_Task details:_
Show all lines containing "that" from the data below.

_Dataset content:_
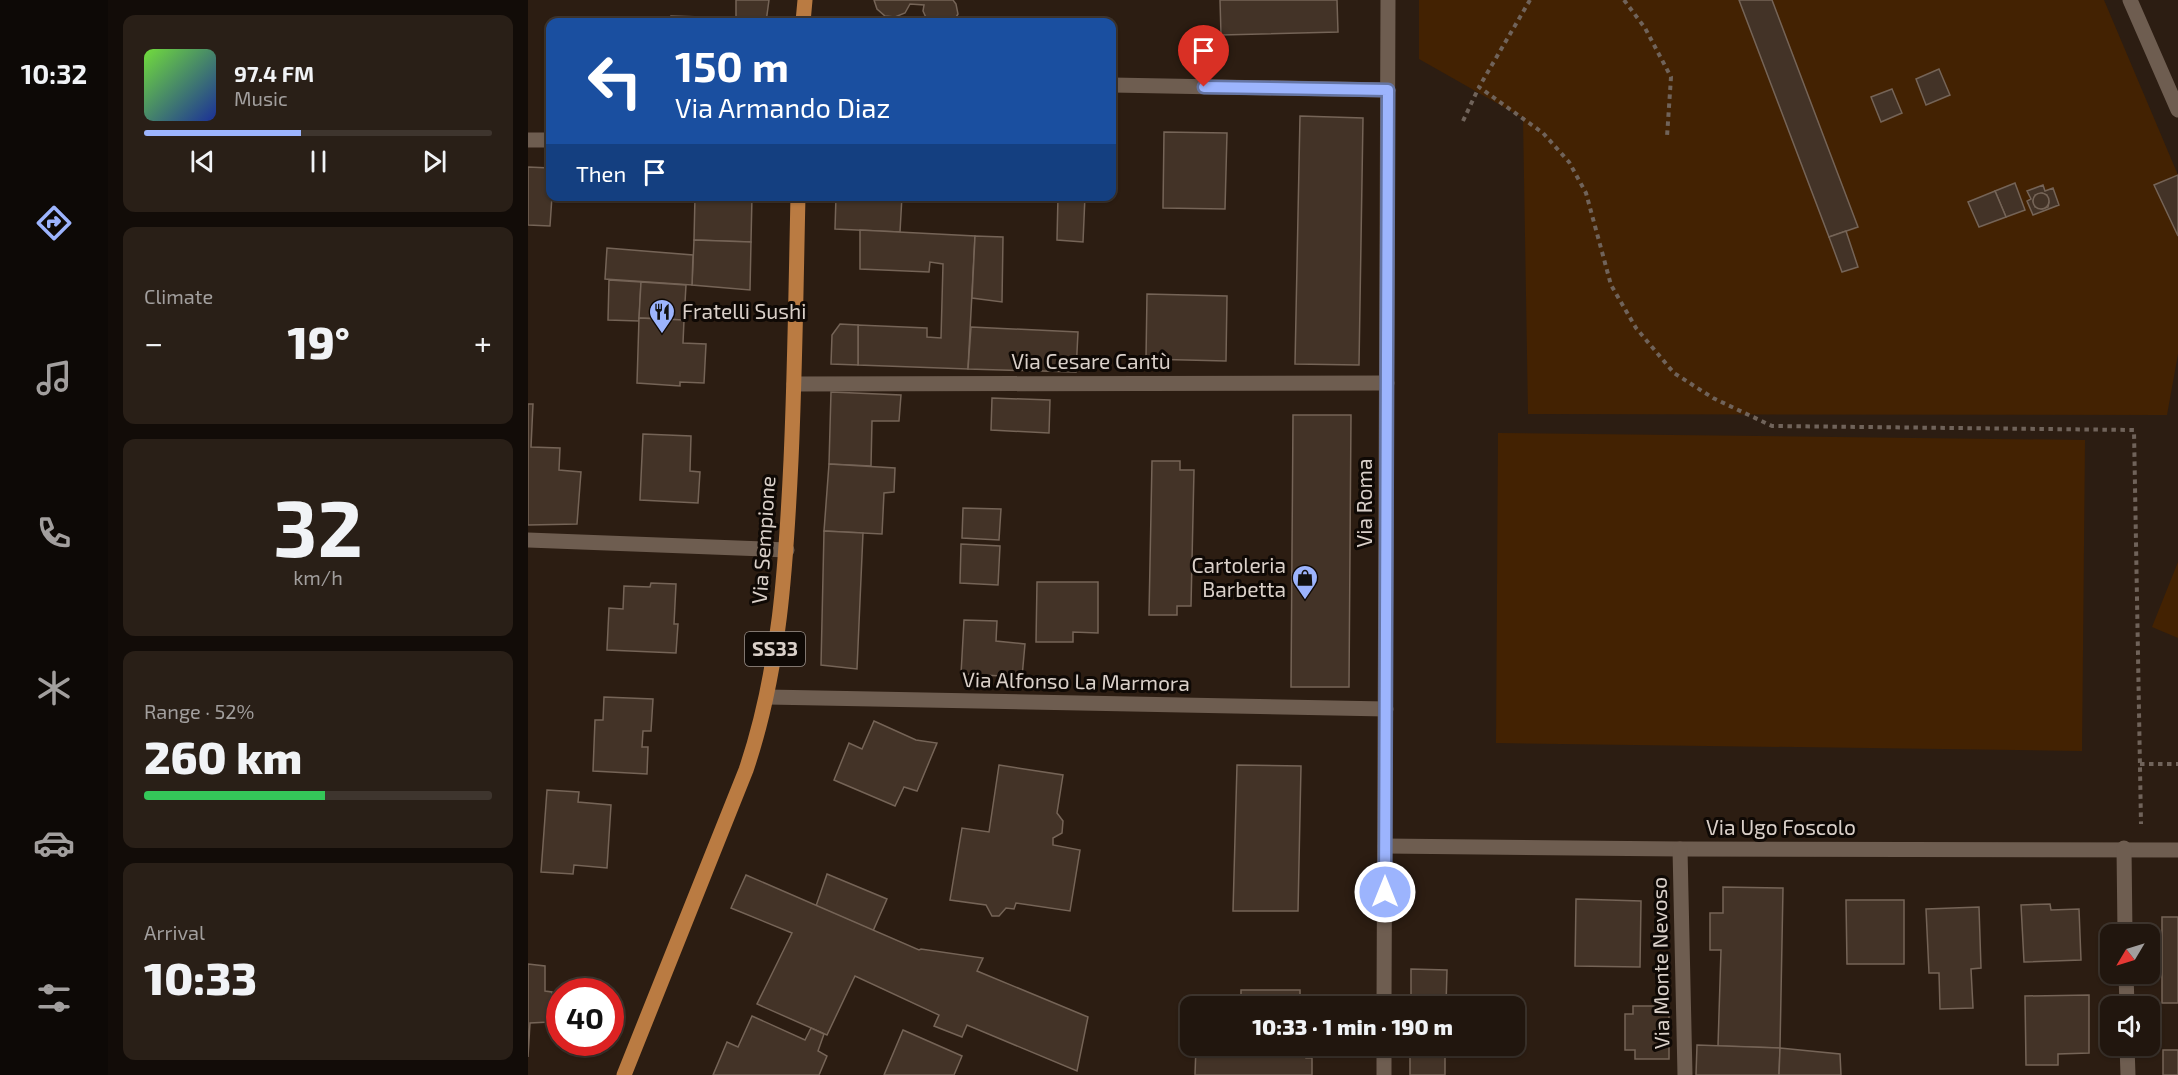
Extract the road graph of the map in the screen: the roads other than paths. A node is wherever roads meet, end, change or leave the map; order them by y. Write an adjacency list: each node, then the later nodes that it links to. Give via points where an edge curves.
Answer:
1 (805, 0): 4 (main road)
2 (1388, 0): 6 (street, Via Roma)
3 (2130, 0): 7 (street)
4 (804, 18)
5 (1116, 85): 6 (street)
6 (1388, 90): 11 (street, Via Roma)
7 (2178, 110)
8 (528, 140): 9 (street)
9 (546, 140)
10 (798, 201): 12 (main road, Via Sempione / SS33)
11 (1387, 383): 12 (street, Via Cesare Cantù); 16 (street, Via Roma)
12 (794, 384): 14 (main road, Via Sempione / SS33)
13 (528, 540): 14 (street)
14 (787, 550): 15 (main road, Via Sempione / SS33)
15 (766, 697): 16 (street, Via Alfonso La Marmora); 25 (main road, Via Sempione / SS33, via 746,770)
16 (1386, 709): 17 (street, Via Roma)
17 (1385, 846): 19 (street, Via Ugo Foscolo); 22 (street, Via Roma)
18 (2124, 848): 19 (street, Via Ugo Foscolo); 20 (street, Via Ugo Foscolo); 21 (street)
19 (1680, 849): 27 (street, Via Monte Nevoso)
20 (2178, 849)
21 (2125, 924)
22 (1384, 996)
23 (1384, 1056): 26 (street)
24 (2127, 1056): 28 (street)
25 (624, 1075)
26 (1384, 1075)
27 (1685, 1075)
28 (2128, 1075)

--

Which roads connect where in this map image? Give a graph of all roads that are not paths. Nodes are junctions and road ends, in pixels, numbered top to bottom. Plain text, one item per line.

==

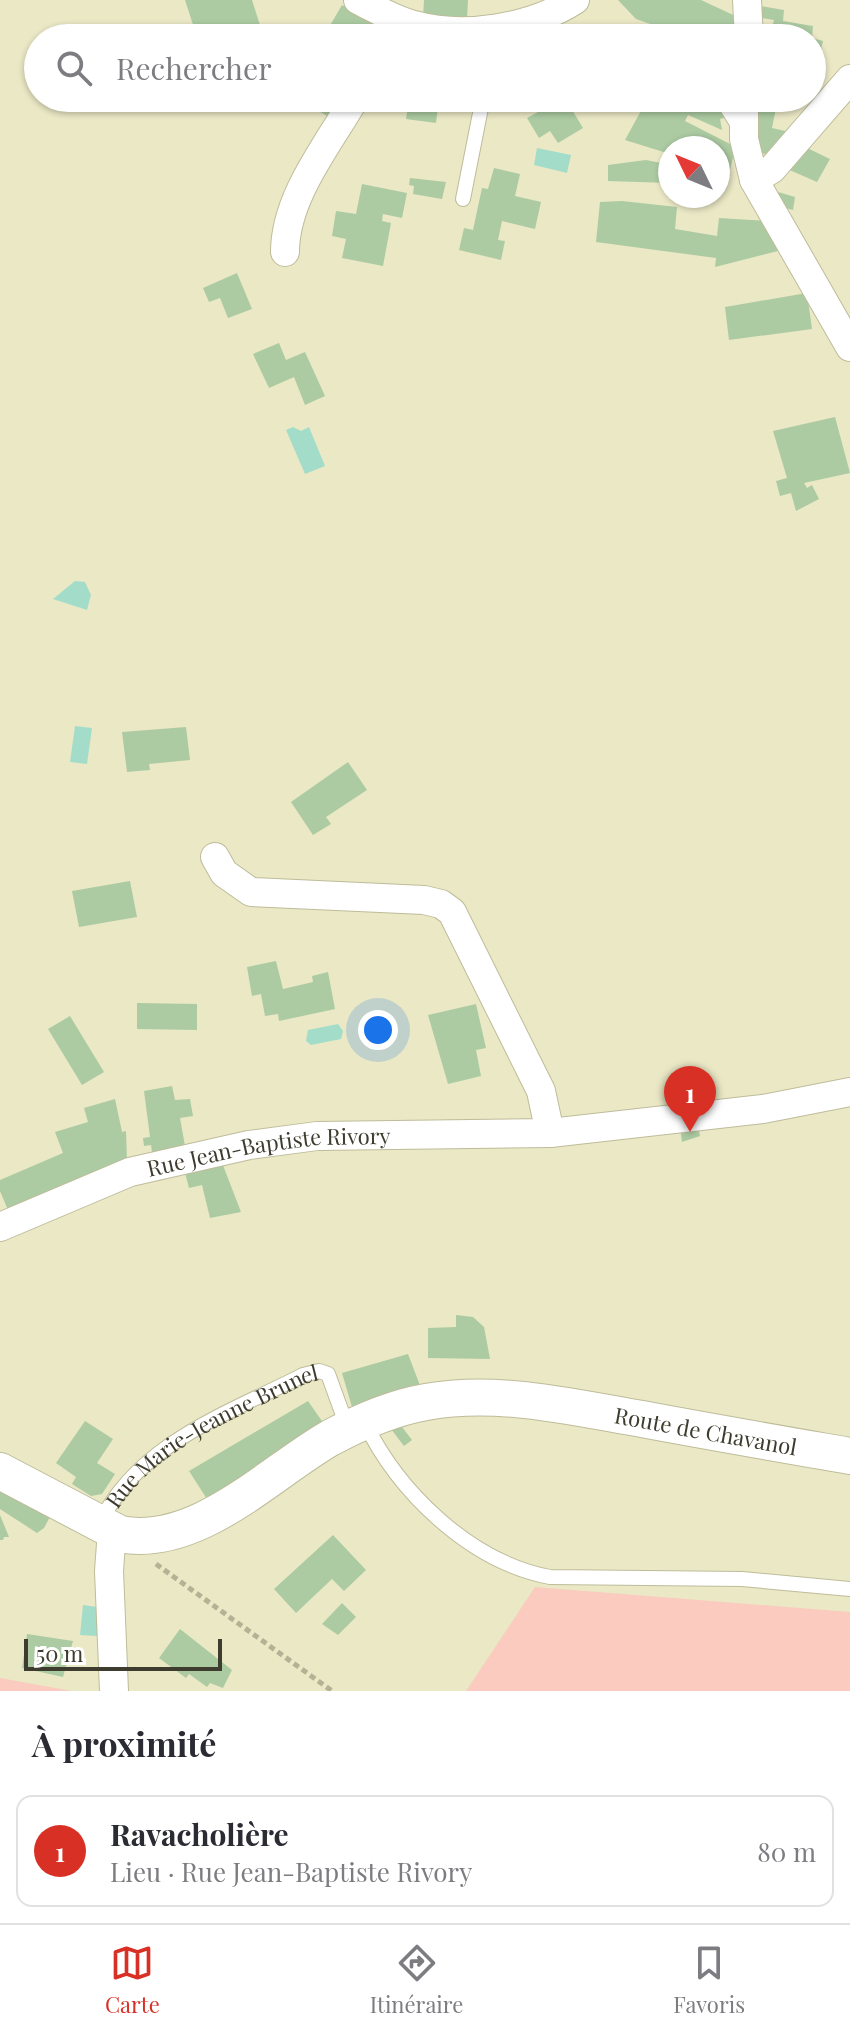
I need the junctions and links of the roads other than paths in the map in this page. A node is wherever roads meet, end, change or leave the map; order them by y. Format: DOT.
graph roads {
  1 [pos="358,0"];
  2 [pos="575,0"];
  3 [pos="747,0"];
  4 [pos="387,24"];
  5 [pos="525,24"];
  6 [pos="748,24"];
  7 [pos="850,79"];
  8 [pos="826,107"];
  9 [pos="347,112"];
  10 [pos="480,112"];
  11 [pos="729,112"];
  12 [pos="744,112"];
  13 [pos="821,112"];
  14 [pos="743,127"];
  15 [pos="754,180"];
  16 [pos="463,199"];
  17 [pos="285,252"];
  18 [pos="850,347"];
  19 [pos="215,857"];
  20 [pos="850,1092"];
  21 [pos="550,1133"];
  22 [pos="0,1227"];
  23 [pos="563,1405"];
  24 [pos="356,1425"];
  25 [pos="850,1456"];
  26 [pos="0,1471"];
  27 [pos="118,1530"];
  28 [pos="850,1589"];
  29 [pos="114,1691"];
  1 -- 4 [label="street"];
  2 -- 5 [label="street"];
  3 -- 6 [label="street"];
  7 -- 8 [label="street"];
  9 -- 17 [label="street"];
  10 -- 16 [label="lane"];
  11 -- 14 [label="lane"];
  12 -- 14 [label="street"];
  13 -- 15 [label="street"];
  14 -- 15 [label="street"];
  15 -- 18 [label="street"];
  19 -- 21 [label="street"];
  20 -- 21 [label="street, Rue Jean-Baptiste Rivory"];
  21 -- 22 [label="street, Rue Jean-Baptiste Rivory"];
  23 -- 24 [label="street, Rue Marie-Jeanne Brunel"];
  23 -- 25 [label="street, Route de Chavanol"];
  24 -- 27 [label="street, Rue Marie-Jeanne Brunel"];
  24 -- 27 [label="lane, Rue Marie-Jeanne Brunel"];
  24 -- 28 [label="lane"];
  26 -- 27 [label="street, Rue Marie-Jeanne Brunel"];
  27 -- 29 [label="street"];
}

_Written reply:_
Extract the road graph of the map in the screen: the roads other than paths. A node is wherever roads meet, end, change or leave the map; order them by y. Write an adjacency list: each node, then the later nodes that it links to. Give via points where an edge curves.
Which roads connect where in this map image? Give a graph of all roads that are not paths. Nodes are junctions and road ends, in pixels, numbered top to bottom. Plain text, one item per line.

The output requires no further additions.